Je clape comme bouffe un clébard affamé, la tête dans le guidon, l’avant-bras qui tient la fourchette porte sur le bord de la table, contrairement aux règles de bienséance les plus alimentaires. Du bout des doigts, je pousse mon verre. Maria s’empresse de le remplir. Un pacha, te dis-je !

— Vous voulez dou froumage, señor  ?

— Camembert ?

— Si, à point.

— O.K.

— Avec dou mantequilla  ?

— Non, pas de beurre ; les calories en rang par quatre, merci bien !

Elle rit sous sa moustache de saint-cyrien d’avant-guerre. J’attaque le calendos.

Le bigophone retentit. Je bondis.

Le mec des écoutes, service de noye.

— Vous avez pu retapisser l’appel ?

— Tout à fait ! exulte le mec.

— Bravo ! Alors ?

— Une cabine téléphonique de la gare des Brotteaux, à Lyon.

— Bravo, bravo ! Et je dirais même plus : Bravo ! Joli travail, mon vieux. Vous vous appelez comment ?

— Lavertu Albert.

— Eh bien, je peux vous dire que Lavertu sera récompensé. Bien entendu, le poste de ladite cabine est toujours en ligne avec moi ?

— Toujours !

Je le largue pour appeler la P.J. de Lyon, rue Marius-Berliet que les poulets de là-bas ont surnommée « Fort Apache » à cause, je pense, de son architecture crénelée. Le commissaire Ricardin, qui la dirige, est du genre flic intransigeant, boulot boulot. La presse, lui, il s’en torche. Ce qui l’intéresse, c’est son job, pas la une du Progrès.
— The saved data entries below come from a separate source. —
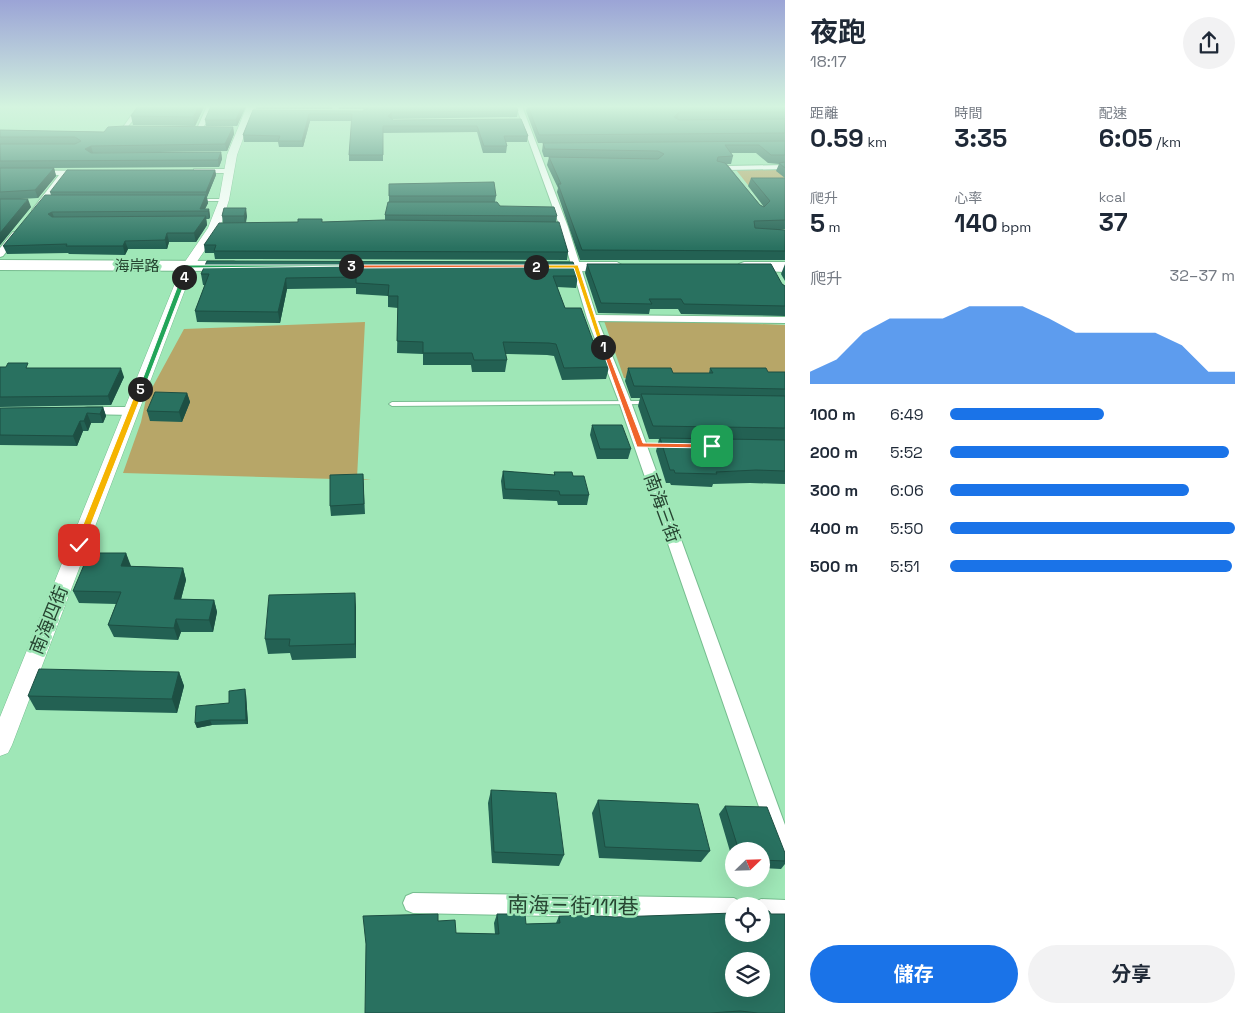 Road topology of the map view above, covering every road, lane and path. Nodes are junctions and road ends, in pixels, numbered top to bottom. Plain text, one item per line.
1 (229, 153) edge
2 (541, 153) edge
3 (785, 168) edge
4 (190, 171) edge
5 (229, 171) junction
6 (0, 172) edge
7 (94, 172) edge
8 (65, 173) junction
9 (732, 175) edge
10 (53, 200) edge
11 (196, 200) edge
12 (224, 200) junction
13 (40, 201) junction
14 (0, 254) edge
15 (0, 265) edge
16 (188, 266) junction
17 (248, 266) edge
18 (527, 267) edge
19 (576, 267) junction
20 (635, 267) edge
21 (732, 267) edge
22 (777, 270) edge
23 (592, 318) junction
24 (785, 320) edge
25 (625, 402) junction
26 (653, 403) edge
27 (392, 404) dead end
28 (132, 411) junction
29 (75, 412) edge
30 (0, 744) edge
31 (785, 852) edge
32 (413, 903) dead end
33 (725, 910) edge
34 (770, 910) edge
35 (785, 910) edge

1 - 5 street, 南海四街
2 - 19 street, 南海三街
3 - 9 street
4 - 5 street
5 - 12 street, 南海四街
6 - 8 street
7 - 8 street
8 - 13 street
10 - 13 lane
11 - 12 lane
12 - 16 street, 南海四街
13 - 14 street
15 - 16 main road, 海岸路
16 - 17 main road, 海岸路
16 - 28 street, 南海四街
18 - 19 main road
19 - 20 main road
19 - 23 street, 南海三街
21 - 22 main road
23 - 24 street
23 - 25 street, 南海三街
25 - 26 lane
25 - 27 lane
25 - 31 street, 南海三街
28 - 29 street
28 - 30 street, 南海四街
32 - 33 street, 南海三街111巷
34 - 35 street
Bosseur effréné, il est là encore, malgré l’heure tardive, mobilisé par des giries féroces dans le mitan lyonnais. Il me « prend » illico. Je lui expose mon problo nocturne. S’agit-il d’un canular ou d’un coup tordu ? Il me promet de dépêcher l’un de ses archers en catastrophe et de me rappeler pour m’informer « du suivi ». Banco !
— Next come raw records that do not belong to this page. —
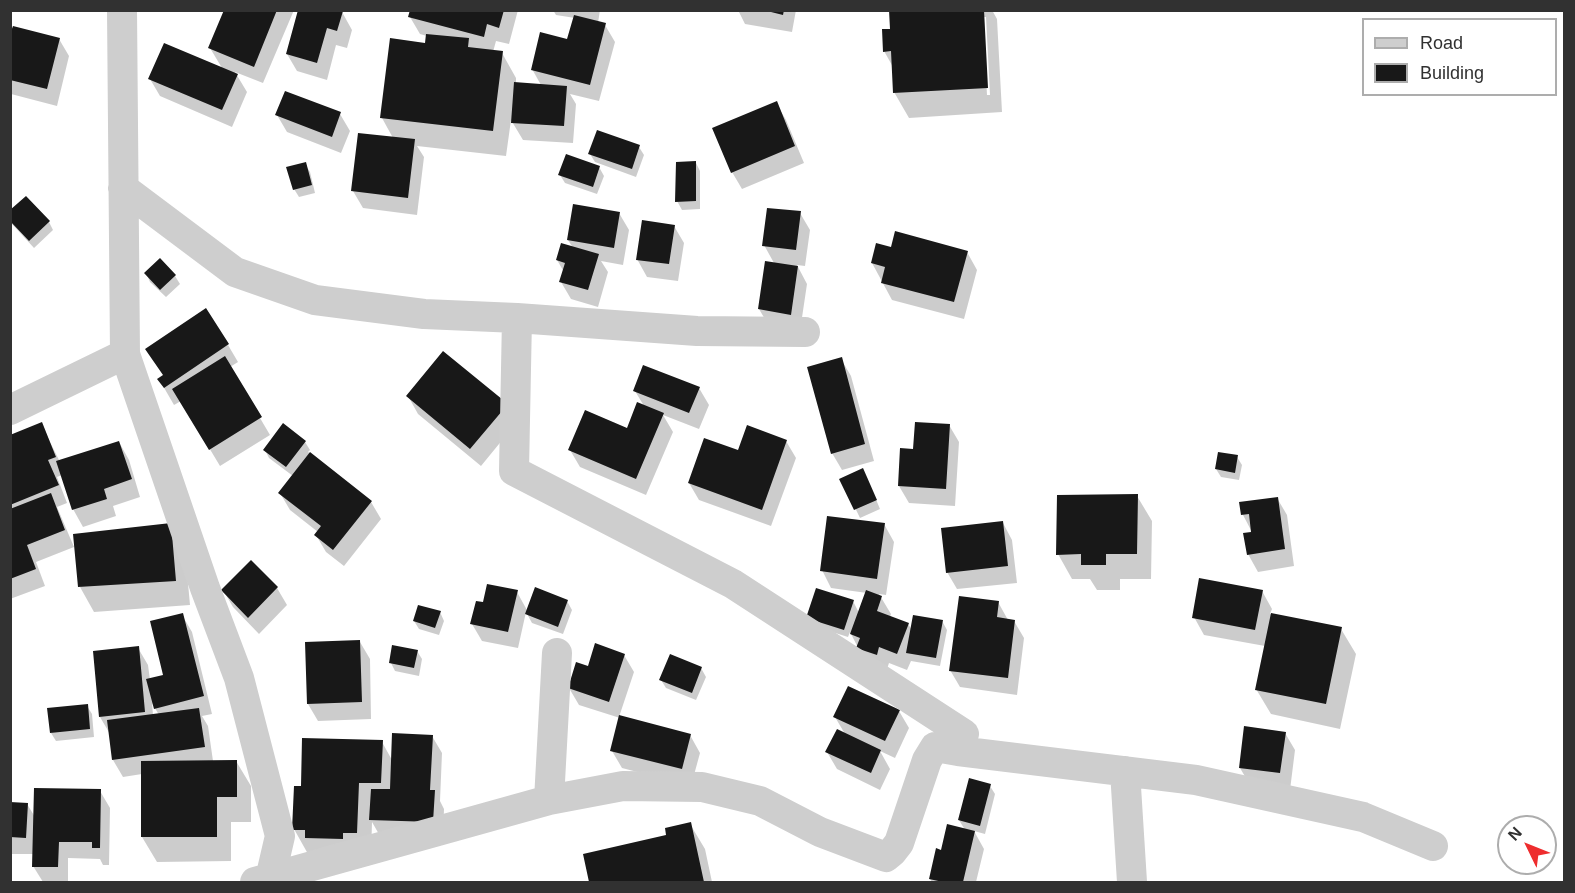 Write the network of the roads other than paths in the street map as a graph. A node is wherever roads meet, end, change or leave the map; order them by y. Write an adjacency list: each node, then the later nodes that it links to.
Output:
1 (122, 10): 2 (street)
2 (123, 188): 3 (street); 5 (street)
3 (517, 318): 4 (street); 8 (street)
4 (805, 332)
5 (125, 354): 6 (street); 12 (street)
6 (10, 410)
7 (557, 653): 10 (street)
8 (958, 751): 9 (street); 10 (street)
9 (1125, 771): 11 (street); 13 (street)
10 (549, 800): 12 (street)
11 (1433, 846)
12 (264, 881)
13 (1132, 882) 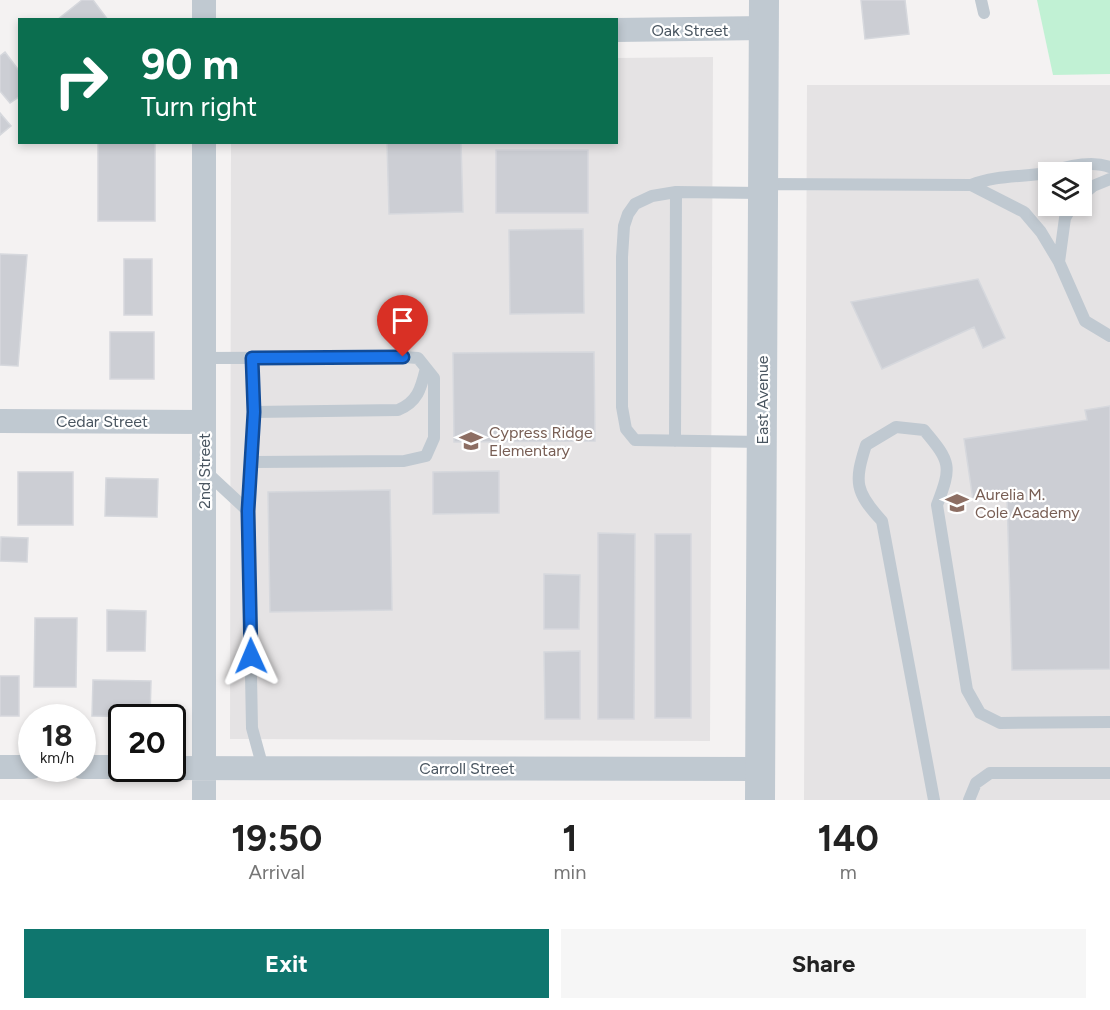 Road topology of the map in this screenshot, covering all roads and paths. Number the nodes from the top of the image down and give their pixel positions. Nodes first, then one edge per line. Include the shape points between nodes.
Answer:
1 (204, 0) edge
2 (981, 0) edge
3 (984, 13) dead end
4 (764, 14) edge
5 (204, 18) edge
6 (618, 30) edge
7 (204, 144) edge
8 (1092, 166) edge
9 (1110, 167) edge
10 (1038, 174) edge
11 (1110, 179) edge
12 (971, 185) junction
13 (1092, 187) edge
14 (764, 189) junction
15 (676, 192) junction
16 (1066, 216) edge
17 (1059, 262) junction
18 (1110, 336) edge
19 (204, 358) junction
20 (252, 358) junction
21 (426, 368) junction
22 (254, 412) junction
23 (0, 421) edge
24 (204, 422) junction
25 (675, 441) junction
26 (762, 442) junction
27 (250, 462) junction
28 (204, 470) junction
29 (248, 511) junction
30 (1110, 722) edge
31 (0, 767) edge
32 (18, 767) edge
33 (186, 768) edge
34 (204, 768) junction
35 (262, 768) junction
36 (760, 770) junction
37 (1110, 773) edge
38 (204, 800) edge
39 (760, 800) edge
40 (934, 800) edge
41 (969, 800) edge

1 - 5 street
2 - 3 lane
4 - 6 street, Oak Street
4 - 14 street, East Avenue
7 - 19 street, 2nd Street
8 - 9 lane
10 - 12 lane via 988,178
11 - 13 lane
12 - 14 lane
12 - 17 lane via 1024,212
14 - 15 lane
14 - 26 street, East Avenue
15 - 25 lane
15 - 25 lane via 634,204 624,226 622,257 622,407 626,429 635,440
16 - 17 lane
17 - 18 lane via 1085,321
19 - 20 lane
19 - 24 street, 2nd Street
20 - 21 lane via 403,357 418,358
20 - 22 lane
21 - 22 lane via 420,392 409,406 398,410
21 - 27 lane via 434,378 435,404 434,438 426,456 404,461
22 - 27 lane
23 - 24 street, Cedar Street
24 - 28 street, 2nd Street
25 - 26 lane
26 - 36 street, East Avenue
27 - 29 lane
28 - 29 lane
28 - 34 street, 2nd Street
29 - 35 lane via 252,728
30 - 40 lane via 1000,723 980,713 967,690 937,505 948,476 943,452 924,430 896,427 866,445 857,473 864,502 882,521
31 - 32 street
33 - 34 street, Carroll Street
34 - 35 street, Carroll Street
34 - 38 street, 2nd Street
35 - 36 street, Carroll Street
36 - 39 street, East Avenue
37 - 41 lane via 990,773 976,783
— Bon, les nières, faut aller vous zoner, à présent, les fêtes du couronnement se sont terminées, je leur annonce, péremptoire.

Et ma jolie basse-cour de s’égailler sans protester.
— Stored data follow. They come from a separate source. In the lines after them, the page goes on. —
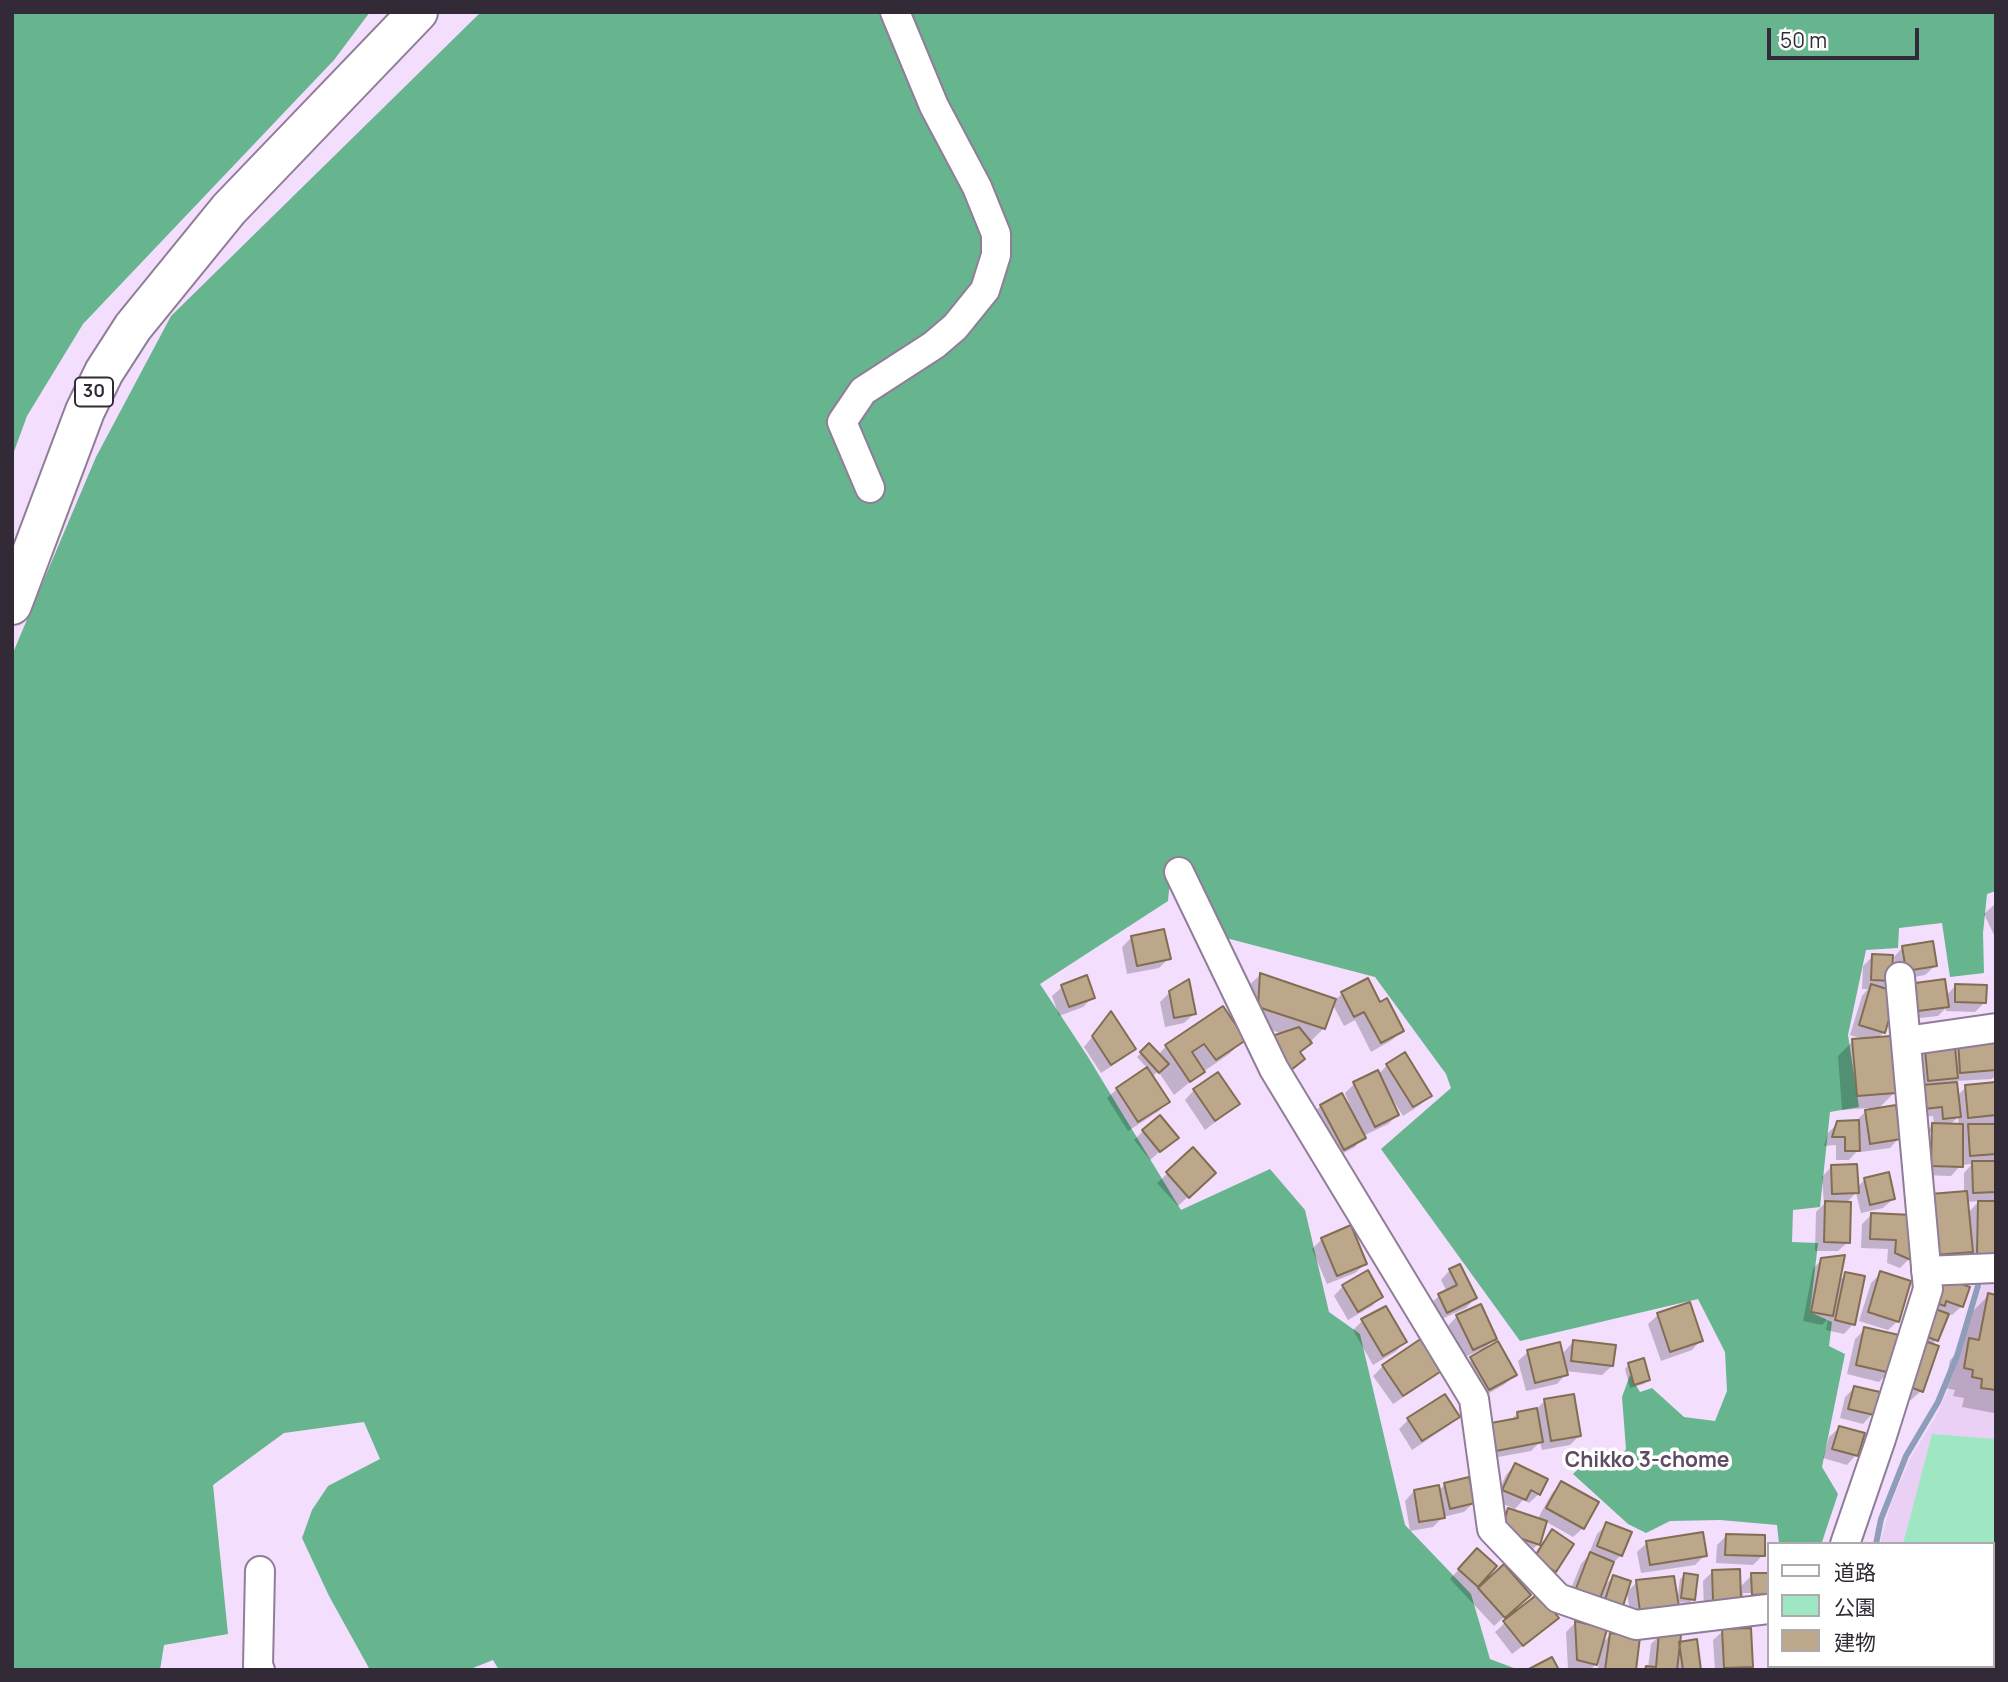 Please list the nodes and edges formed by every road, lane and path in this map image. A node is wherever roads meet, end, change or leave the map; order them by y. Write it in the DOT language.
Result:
graph roads {
  1 [pos="418,12"];
  2 [pos="895,12"];
  3 [pos="229,209"];
  4 [pos="870,488"];
  5 [pos="12,539"];
  6 [pos="12,606"];
  7 [pos="1179,872"];
  8 [pos="1900,977"];
  9 [pos="1996,1028"];
  10 [pos="1906,1041"];
  11 [pos="1996,1268"];
  12 [pos="1926,1271"];
  13 [pos="1846,1542"];
  14 [pos="260,1571"];
  15 [pos="1766,1609"];
  16 [pos="260,1670"];
  1 -- 3 [label="highway, 30"];
  2 -- 4 [label="street"];
  3 -- 5 [label="highway, 30"];
  3 -- 6 [label="highway, 30"];
  7 -- 15 [label="street"];
  8 -- 10 [label="street"];
  9 -- 10 [label="street"];
  10 -- 12 [label="street"];
  11 -- 12 [label="street"];
  12 -- 13 [label="street"];
  14 -- 16 [label="street"];
}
Quelle soirée ! Que dis-je : quelle nuit !

Il est exactement minuit quand le commissaire Ricardin me turlute.

Il me fait, rapidement, en homme qui a une chatterie à fouetter :

— Je vous passe l’officier de police Varissel.

Là, l’organe diffère. Pas du tout la voix beaujoleuse qu’on pourrait attendre d’un poulardin lyonnais, violacé sous le harnais, mais une voix presque encore frêle d’homme jeune.

— Pierre-André Varissel, se présente-t-il. Bonjour, monsieur le commissaire.

— Du nouveau ? m’impatienté-je.

— Et comment ! J’ai fait les cabines téléphoniques de Lyon-Brotteaux et dans celle qui se trouve le plus en retrait, j’ai découvert un homme mort.